Szkoleniowiec Manchesteru City, Pep Guardiola podczas pomeczowej konferencji prasowej, ocenił występ swojej drużyny w meczu z West Bromwich Albion.
– Nie spanikowaliśmy, kiedy było 1:1 i nie spanikowaliśmy, kiedy West Bromwich strzeliło drugiego gola, pokazaliśmy dobrą wydajność, więc jestem zadowolony – powiedział Pep Guardiola po zakończeniu spotkania.
– Dzisiaj zagraliśmy naprawdę dobrze w wielu płaszczyznach i zasłużyliśmy na zwycięstwo.
– WBA stworzyło tylko trzy szanse i strzeliło dwa gole.
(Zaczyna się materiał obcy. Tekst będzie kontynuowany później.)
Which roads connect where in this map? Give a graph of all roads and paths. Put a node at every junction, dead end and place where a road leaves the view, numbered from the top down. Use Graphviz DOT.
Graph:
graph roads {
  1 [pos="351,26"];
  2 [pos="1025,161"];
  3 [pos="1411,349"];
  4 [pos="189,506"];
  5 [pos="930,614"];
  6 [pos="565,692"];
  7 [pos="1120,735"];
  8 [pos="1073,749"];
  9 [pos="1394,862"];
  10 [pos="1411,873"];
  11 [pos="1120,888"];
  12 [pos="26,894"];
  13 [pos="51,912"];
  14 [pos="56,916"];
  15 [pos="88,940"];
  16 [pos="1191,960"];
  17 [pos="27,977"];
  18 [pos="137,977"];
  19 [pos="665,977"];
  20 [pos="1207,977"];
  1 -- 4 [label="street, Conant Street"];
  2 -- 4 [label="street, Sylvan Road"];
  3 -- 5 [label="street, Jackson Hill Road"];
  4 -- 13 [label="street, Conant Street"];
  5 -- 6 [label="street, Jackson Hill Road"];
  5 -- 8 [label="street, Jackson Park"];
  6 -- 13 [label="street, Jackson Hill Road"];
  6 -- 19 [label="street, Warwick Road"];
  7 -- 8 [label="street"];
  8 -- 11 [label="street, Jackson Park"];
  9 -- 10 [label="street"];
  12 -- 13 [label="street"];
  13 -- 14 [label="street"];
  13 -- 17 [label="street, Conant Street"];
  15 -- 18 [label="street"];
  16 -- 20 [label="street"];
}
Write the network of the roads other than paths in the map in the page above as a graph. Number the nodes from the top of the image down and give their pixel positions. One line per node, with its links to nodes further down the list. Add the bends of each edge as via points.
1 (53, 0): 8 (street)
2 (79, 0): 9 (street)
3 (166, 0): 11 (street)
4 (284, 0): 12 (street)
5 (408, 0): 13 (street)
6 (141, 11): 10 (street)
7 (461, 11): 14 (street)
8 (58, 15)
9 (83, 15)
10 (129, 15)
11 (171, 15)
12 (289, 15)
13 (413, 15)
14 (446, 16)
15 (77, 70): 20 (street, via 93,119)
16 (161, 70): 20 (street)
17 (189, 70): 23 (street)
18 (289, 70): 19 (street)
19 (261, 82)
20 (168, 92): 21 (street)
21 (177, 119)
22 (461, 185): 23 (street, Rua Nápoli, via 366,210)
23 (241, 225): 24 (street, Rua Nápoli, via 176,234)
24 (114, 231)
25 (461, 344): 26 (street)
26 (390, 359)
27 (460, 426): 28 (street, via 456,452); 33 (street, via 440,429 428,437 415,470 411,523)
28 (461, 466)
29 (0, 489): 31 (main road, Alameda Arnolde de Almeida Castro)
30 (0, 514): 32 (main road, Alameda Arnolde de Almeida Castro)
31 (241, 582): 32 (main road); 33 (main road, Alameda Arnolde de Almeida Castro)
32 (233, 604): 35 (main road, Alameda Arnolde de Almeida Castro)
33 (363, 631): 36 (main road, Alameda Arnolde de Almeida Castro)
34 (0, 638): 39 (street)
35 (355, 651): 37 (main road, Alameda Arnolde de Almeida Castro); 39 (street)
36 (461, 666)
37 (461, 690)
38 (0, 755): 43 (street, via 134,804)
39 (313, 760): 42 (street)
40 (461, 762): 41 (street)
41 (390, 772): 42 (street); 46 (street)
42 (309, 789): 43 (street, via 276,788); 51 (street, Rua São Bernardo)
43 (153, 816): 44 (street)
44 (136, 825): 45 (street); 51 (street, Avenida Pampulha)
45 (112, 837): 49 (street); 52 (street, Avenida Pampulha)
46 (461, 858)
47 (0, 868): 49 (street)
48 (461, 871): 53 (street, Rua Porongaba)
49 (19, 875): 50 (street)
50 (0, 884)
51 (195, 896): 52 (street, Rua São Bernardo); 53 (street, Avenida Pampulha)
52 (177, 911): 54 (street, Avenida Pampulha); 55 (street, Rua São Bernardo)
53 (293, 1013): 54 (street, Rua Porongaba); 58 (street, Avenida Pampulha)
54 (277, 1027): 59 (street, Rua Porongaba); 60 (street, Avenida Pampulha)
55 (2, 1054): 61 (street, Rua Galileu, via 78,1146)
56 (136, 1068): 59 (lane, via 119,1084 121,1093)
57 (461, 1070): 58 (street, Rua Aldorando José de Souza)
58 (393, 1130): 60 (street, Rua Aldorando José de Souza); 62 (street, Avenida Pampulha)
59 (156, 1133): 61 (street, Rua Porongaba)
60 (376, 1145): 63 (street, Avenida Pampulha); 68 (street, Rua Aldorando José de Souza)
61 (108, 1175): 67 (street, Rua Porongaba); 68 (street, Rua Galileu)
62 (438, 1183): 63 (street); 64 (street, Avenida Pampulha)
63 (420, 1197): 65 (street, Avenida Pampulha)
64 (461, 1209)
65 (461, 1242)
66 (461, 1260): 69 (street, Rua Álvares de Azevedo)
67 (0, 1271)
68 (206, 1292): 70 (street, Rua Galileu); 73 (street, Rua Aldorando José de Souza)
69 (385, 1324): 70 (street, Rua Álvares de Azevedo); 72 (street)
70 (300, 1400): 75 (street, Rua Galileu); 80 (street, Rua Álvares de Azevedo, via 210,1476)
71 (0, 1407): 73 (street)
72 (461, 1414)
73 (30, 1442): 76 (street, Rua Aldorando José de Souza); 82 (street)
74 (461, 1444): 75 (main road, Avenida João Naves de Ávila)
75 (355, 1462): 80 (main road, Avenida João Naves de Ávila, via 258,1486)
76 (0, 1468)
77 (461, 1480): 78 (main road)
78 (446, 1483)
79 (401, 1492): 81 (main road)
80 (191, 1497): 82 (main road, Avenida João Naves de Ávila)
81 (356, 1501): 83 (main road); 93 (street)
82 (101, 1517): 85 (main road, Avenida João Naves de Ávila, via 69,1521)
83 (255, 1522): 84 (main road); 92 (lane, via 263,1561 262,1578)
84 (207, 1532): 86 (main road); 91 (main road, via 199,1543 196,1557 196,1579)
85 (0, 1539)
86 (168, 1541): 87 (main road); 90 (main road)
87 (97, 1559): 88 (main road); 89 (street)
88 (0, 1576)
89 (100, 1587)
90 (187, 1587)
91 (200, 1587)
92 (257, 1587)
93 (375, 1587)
My stworzyliśmy ich o wiele więcej, ale nie potrafiliśmy ich wykorzystać – taka jest piłka nożna. Wielkie gratulacje dla mojego zespołu za dzisiejszy mecz.
– Jestem bardzo szczęśliwy, ale wciąż jesteśmy tylko o pięć punktów przed Manchesterem United, więc nic się nie zmieniło.
– Tony Pulis zna mocne strony swojej drużyny, dlatego najlepszym sposobem, aby ich powstrzymać było kontrolowanie długich piłek. Są w tym doskonali.
Trener City pochwalił także swoich piłkarzy indywidualnie.
– Leroy Sane jest facet szczególnym talentem, który tworzy na boisku naprawdę wielkie rzeczy, ale jest cichy i młody. Wciąż może poprawić jeszcze wiele, wiele rzeczy i cieszymy się, że będziemy mogli mu w tym pomóc.
– Raheem Sterling po wejściu na boisko zdobył gola, który dał nam sporo pewności siebie. Kiedy próbujesz wygrać tytuły i trofea, chcesz mieć bardzo silną ławkę rezerwowych i my to mamy.
Pep Guardiola na zakończenie konferencji prasowej, poruszył także temat meczu z Napoli w Lidze Mistrzów.
– Musimy odnieść jeszcze jedno zwycięstwo, aby zakwalifikować się do kolejnej rundy, ale zagramy z zespołem, który nieprzypadkowo prowadzi w Serie A. Każdy wie, jaki rodzaj gry i jaką piłkę grają na własnym stadionie. Na pewno będzie nam bardzo trudno, ale jest to świetna okazja, aby pokazać nasze miejsce.